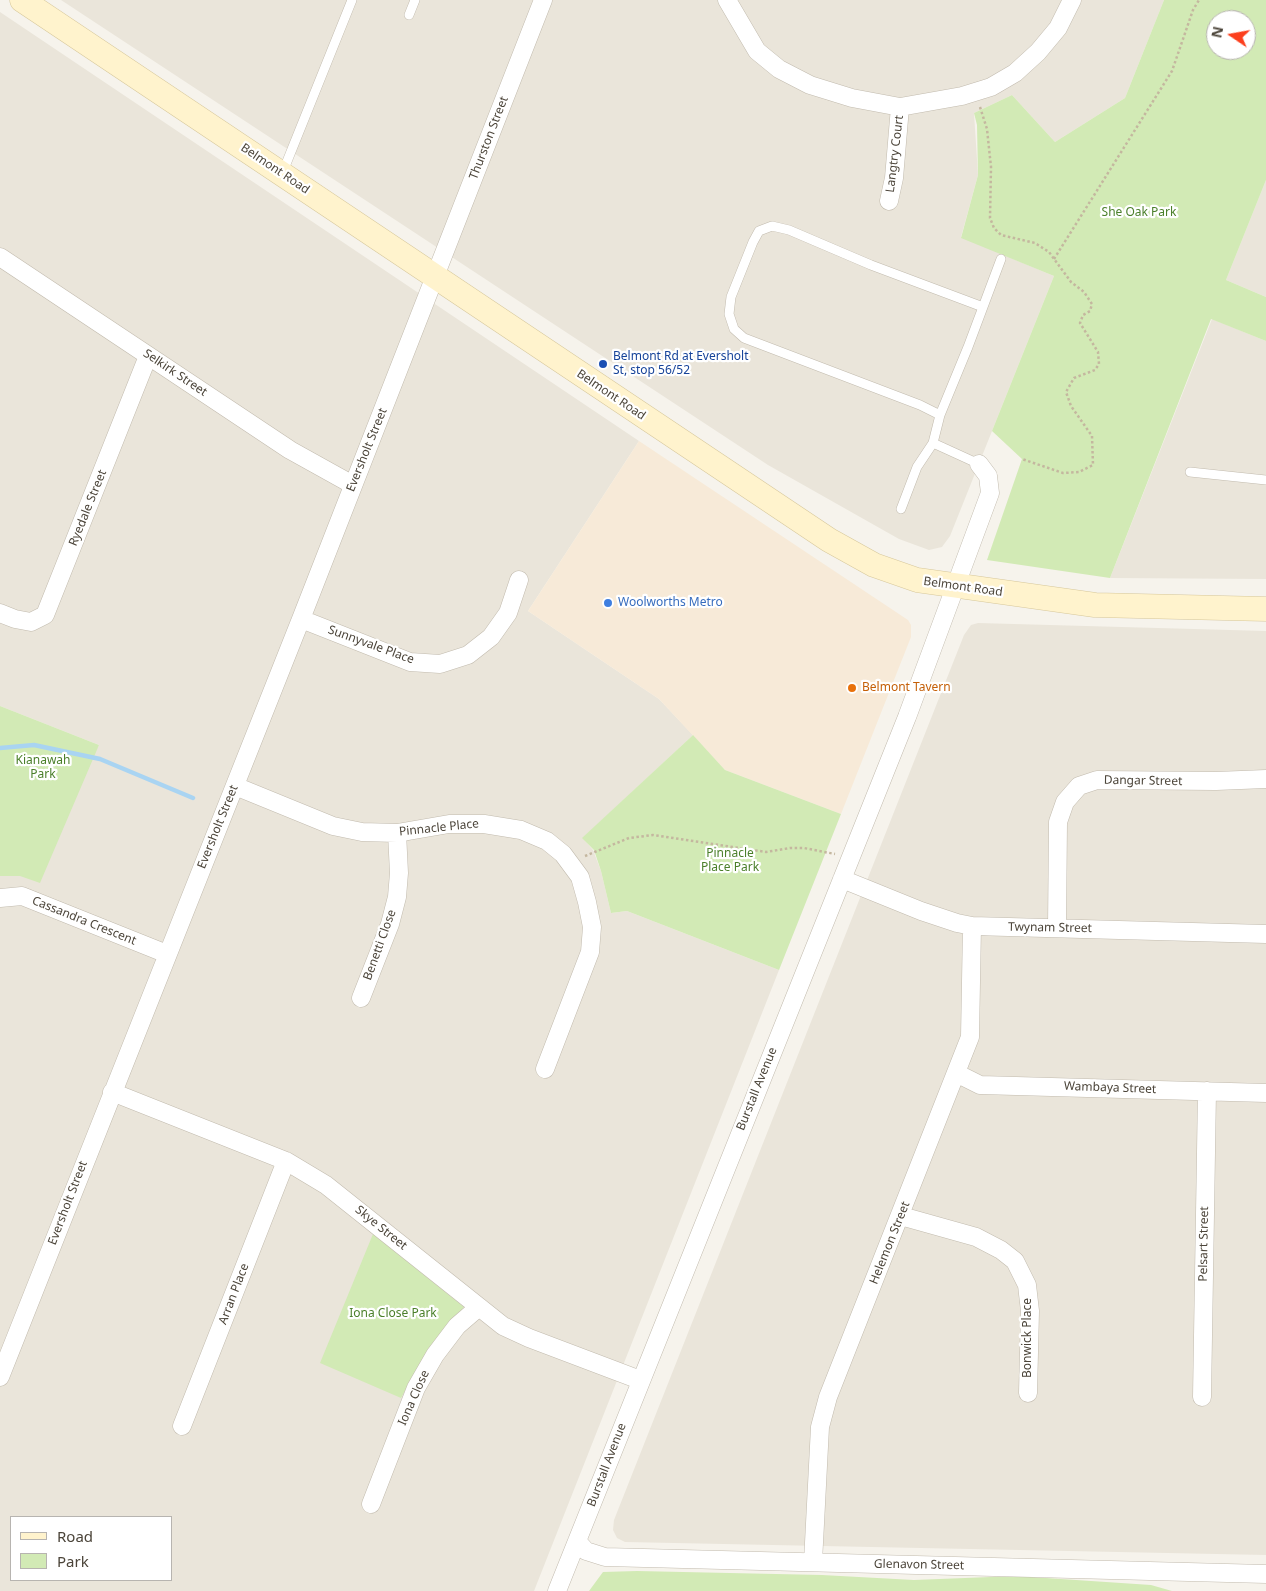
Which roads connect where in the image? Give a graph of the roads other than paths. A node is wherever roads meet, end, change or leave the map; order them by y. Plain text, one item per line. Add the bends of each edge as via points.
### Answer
1 (22, 0) edge
2 (352, 0) edge
3 (415, 0) edge
4 (543, 0) edge
5 (727, 0) edge
6 (1072, 0) edge
7 (409, 15) dead end
8 (900, 107) junction
9 (282, 174) junction
10 (889, 201) dead end
11 (0, 258) edge
12 (1001, 259) dead end
13 (435, 276) junction
14 (983, 306) junction
15 (148, 356) junction
16 (940, 415) junction
17 (933, 443) junction
18 (979, 464) joint
19 (1190, 472) dead end
20 (1266, 480) edge
21 (353, 485) junction
22 (901, 509) dead end
23 (519, 580) dead end
24 (954, 587) junction
25 (1266, 609) edge
26 (0, 613) edge
27 (301, 619) junction
28 (1266, 779) edge
29 (235, 786) junction
30 (397, 833) junction
31 (842, 879) junction
32 (0, 898) edge
33 (972, 926) junction
34 (1057, 928) junction
35 (1266, 934) edge
36 (166, 954) junction
37 (362, 998) dead end
38 (545, 1069) dead end
39 (956, 1073) junction
40 (1206, 1091) junction
41 (112, 1092) junction
42 (1266, 1093) edge
43 (286, 1161) junction
44 (901, 1216) junction
45 (479, 1307) junction
46 (0, 1377) edge
47 (640, 1380) junction
48 (1028, 1393) dead end
49 (1202, 1397) dead end
50 (182, 1426) dead end
51 (371, 1504) dead end
52 (577, 1541) junction
53 (814, 1562) junction
54 (1266, 1574) edge
55 (557, 1591) edge

1 - 9 main road, Belmont Road
2 - 9 lane
3 - 7 lane
4 - 13 street, Thurston Street
5 - 8 street via 757,51 779,69 810,85 852,98
6 - 8 street via 1058,28 1015,73 991,87 932,103
8 - 10 street, Langtry Court
9 - 13 main road, Belmont Road
11 - 15 street, Selkirk Street
12 - 14 lane
13 - 21 street, Eversholt Street
13 - 24 main road, Belmont Road via 829,540 874,565 917,580
14 - 16 lane
14 - 16 lane via 772,226 759,231 731,297 729,314 734,329 744,338 894,394
15 - 21 street, Selkirk Street via 290,450
15 - 26 street, Ryedale Street via 45,615 31,622
16 - 17 lane
17 - 18 lane
17 - 22 lane via 917,467
18 - 24 street, Burstall Avenue via 988,476 990,493
19 - 20 lane
21 - 27 street, Eversholt Street
23 - 27 street, Sunnyvale Place via 508,613 491,637 468,655 440,664 410,662
24 - 25 main road, Belmont Road via 1095,605
24 - 31 street, Burstall Avenue via 907,717
27 - 29 street, Eversholt Street
28 - 34 street, Dangar Street via 1216,782 1097,780 1079,786 1065,802 1058,822
29 - 30 street, Pinnacle Place via 333,826 362,832
29 - 36 street, Eversholt Street
30 - 37 street, Benetti Close via 397,897
30 - 38 street, Pinnacle Place via 449,824 512,828 547,840 564,854 580,877 592,927 590,952
31 - 33 street, Twynam Street via 921,911
31 - 47 street, Burstall Avenue
32 - 36 street, Cassandra Crescent via 22,896
33 - 34 street, Twynam Street
33 - 39 street, Helemon Street via 970,1037
34 - 35 street, Twynam Street
36 - 41 street, Eversholt Street
39 - 40 street, Wambaya Street via 980,1085
39 - 44 street, Helemon Street
40 - 42 street, Wambaya Street
40 - 49 street, Pelsart Street
41 - 43 street, Skye Street
41 - 46 street, Eversholt Street
43 - 45 street, Skye Street via 326,1184
43 - 50 street, Arran Place
44 - 48 street, Bonwick Place via 976,1237 1015,1261 1028,1285
44 - 53 street, Helemon Street via 828,1397 820,1427
45 - 47 street, Skye Street via 503,1326 529,1338
45 - 51 street, Iona Close via 456,1326 416,1388
47 - 52 street, Burstall Avenue
52 - 53 street, Glenavon Street via 586,1551 605,1557
52 - 55 street, Burstall Avenue
53 - 54 street, Glenavon Street

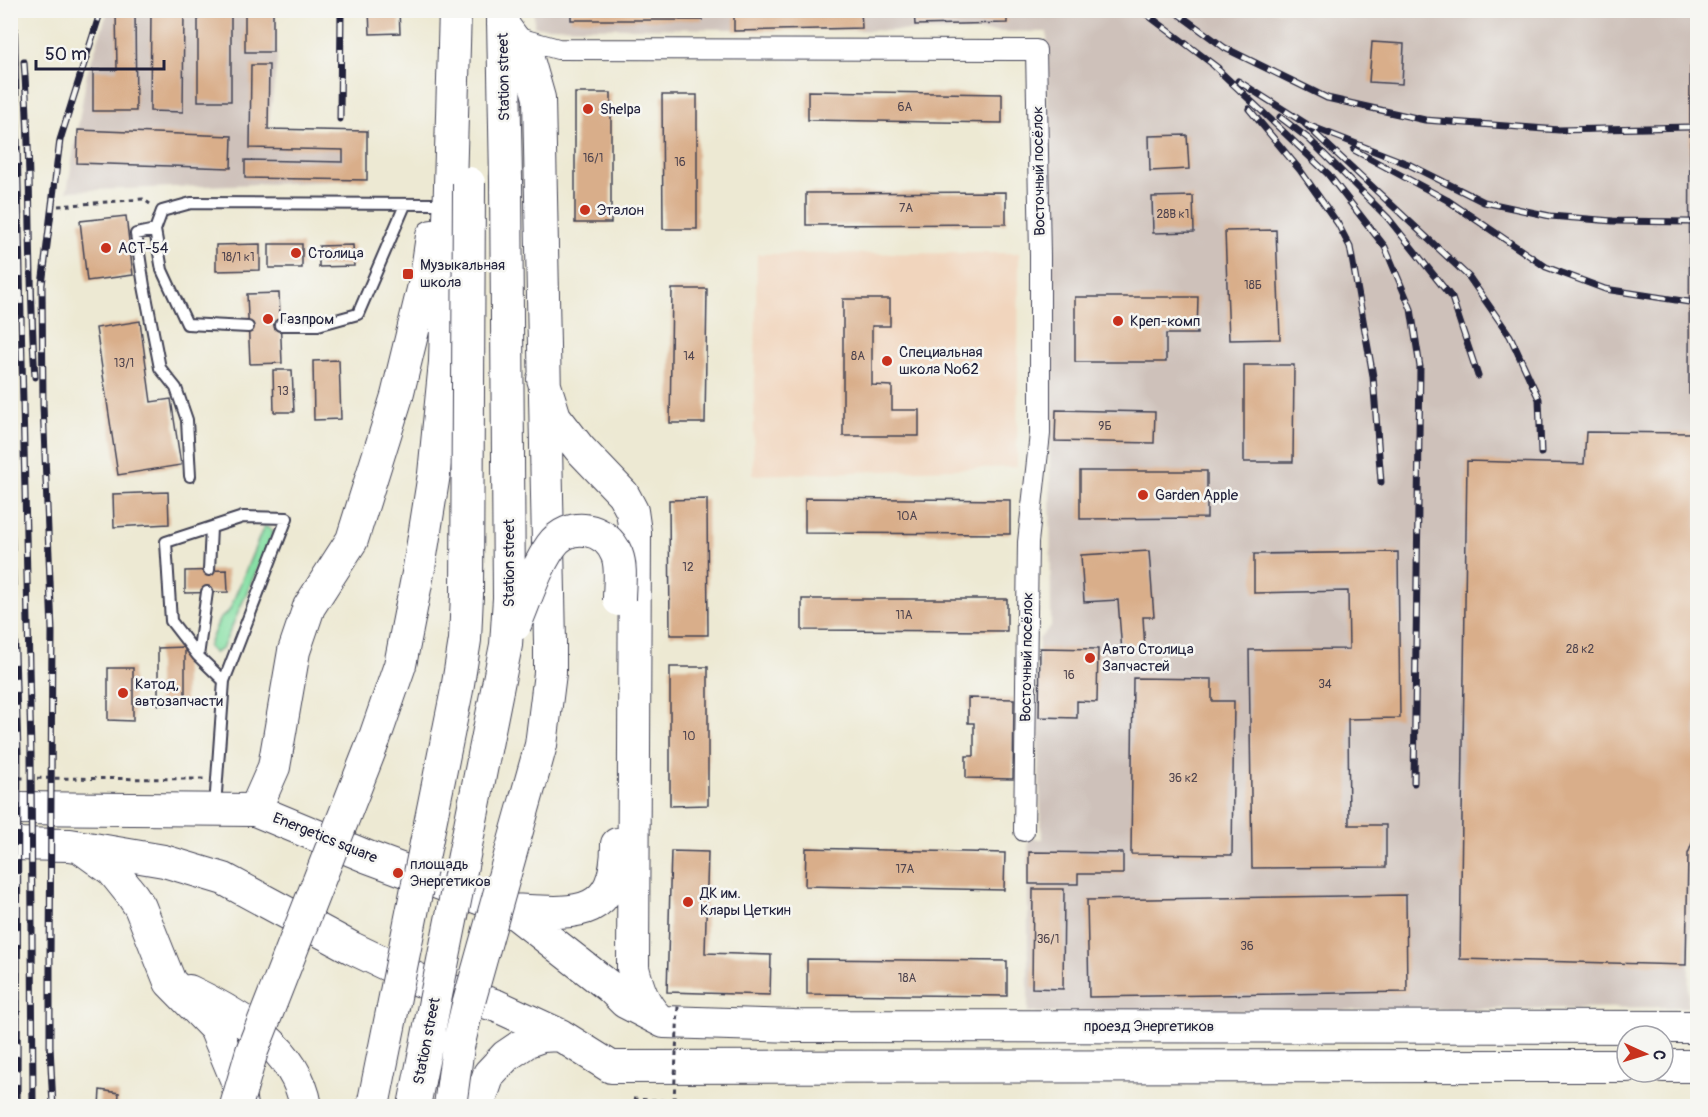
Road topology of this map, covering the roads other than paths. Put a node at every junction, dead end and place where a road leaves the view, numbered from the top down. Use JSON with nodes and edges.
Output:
{"nodes":[{"id":1,"x":455,"y":10,"type":"edge"},
{"id":2,"x":470,"y":10,"type":"edge"},
{"id":3,"x":503,"y":18,"type":"edge"},
{"id":4,"x":453,"y":123,"type":"junction"},
{"id":5,"x":437,"y":204,"type":"junction"},
{"id":6,"x":405,"y":205,"type":"junction"},
{"id":7,"x":155,"y":230,"type":"junction"},
{"id":8,"x":280,"y":325,"type":"dead end"},
{"id":9,"x":249,"y":327,"type":"dead end"},
{"id":10,"x":543,"y":379,"type":"junction"},
{"id":11,"x":190,"y":476,"type":"dead end"},
{"id":12,"x":211,"y":528,"type":"junction"},
{"id":13,"x":209,"y":570,"type":"dead end"},
{"id":14,"x":207,"y":592,"type":"dead end"},
{"id":15,"x":506,"y":645,"type":"junction"},
{"id":16,"x":198,"y":656,"type":"junction"},
{"id":17,"x":224,"y":681,"type":"junction"},
{"id":18,"x":216,"y":794,"type":"junction"},
{"id":19,"x":10,"y":808,"type":"edge"},
{"id":20,"x":255,"y":810,"type":"junction"},
{"id":21,"x":1024,"y":831,"type":"dead end"},
{"id":22,"x":10,"y":844,"type":"edge"},
{"id":23,"x":80,"y":847,"type":"junction"},
{"id":24,"x":511,"y":910,"type":"junction"},
{"id":25,"x":170,"y":982,"type":"junction"},
{"id":26,"x":611,"y":988,"type":"joint"},
{"id":27,"x":668,"y":1013,"type":"junction"},
{"id":28,"x":1698,"y":1027,"type":"edge"},
{"id":29,"x":560,"y":1035,"type":"junction"},
{"id":30,"x":1615,"y":1066,"type":"edge"},
{"id":31,"x":1675,"y":1066,"type":"edge"},
{"id":32,"x":1698,"y":1066,"type":"edge"},
{"id":33,"x":236,"y":1107,"type":"edge"},
{"id":34,"x":241,"y":1107,"type":"edge"},
{"id":35,"x":306,"y":1107,"type":"edge"},
{"id":36,"x":373,"y":1107,"type":"edge"},
{"id":37,"x":414,"y":1107,"type":"edge"},
{"id":38,"x":450,"y":1107,"type":"edge"},
{"id":39,"x":478,"y":1107,"type":"edge"}],
"edges":[{"from":1,"to":4,"type":"main road"},
{"from":2,"to":36,"type":"main road","bridge":true},
{"from":3,"to":10,"type":"main road"},
{"from":3,"to":15,"type":"main road","name":"Station street","bridge":true},
{"from":3,"to":21,"type":"street","name":"Восточный посёлок"},
{"from":4,"to":5,"type":"main road"},
{"from":4,"to":33,"type":"main road","bridge":true},
{"from":5,"to":6,"type":"lane"},
{"from":5,"to":20,"type":"main road"},
{"from":6,"to":7,"type":"lane"},
{"from":6,"to":8,"type":"lane"},
{"from":7,"to":9,"type":"lane"},
{"from":7,"to":11,"type":"lane"},
{"from":10,"to":27,"type":"main road"},
{"from":10,"to":38,"type":"main road","bridge":true},
{"from":12,"to":13,"type":"lane"},
{"from":12,"to":16,"type":"lane"},
{"from":12,"to":17,"type":"lane"},
{"from":14,"to":16,"type":"lane"},
{"from":15,"to":24,"type":"main road","bridge":true},
{"from":15,"to":37,"type":"main road","name":"Station street","bridge":true},
{"from":16,"to":17,"type":"lane"},
{"from":17,"to":18,"type":"lane"},
{"from":18,"to":19,"type":"main road","name":"Energetics square"},
{"from":18,"to":20,"type":"main road","name":"Energetics square"},
{"from":20,"to":24,"type":"main road","name":"Energetics square"},
{"from":22,"to":23,"type":"main road"},
{"from":23,"to":25,"type":"main road"},
{"from":23,"to":29,"type":"main road"},
{"from":24,"to":26,"type":"main road","name":"Energetics square"},
{"from":25,"to":34,"type":"main road"},
{"from":25,"to":35,"type":"main road"},
{"from":26,"to":27,"type":"main road","name":"проезд Энергетиков"},
{"from":27,"to":28,"type":"main road","name":"проезд Энергетиков"},
{"from":29,"to":30,"type":"main road"},
{"from":29,"to":39,"type":"main road"},
{"from":31,"to":32,"type":"main road"}]}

====

Work instruction
Exactly how many lines of the listing above contain the string "joint"? Give no more than the number.

Task output
2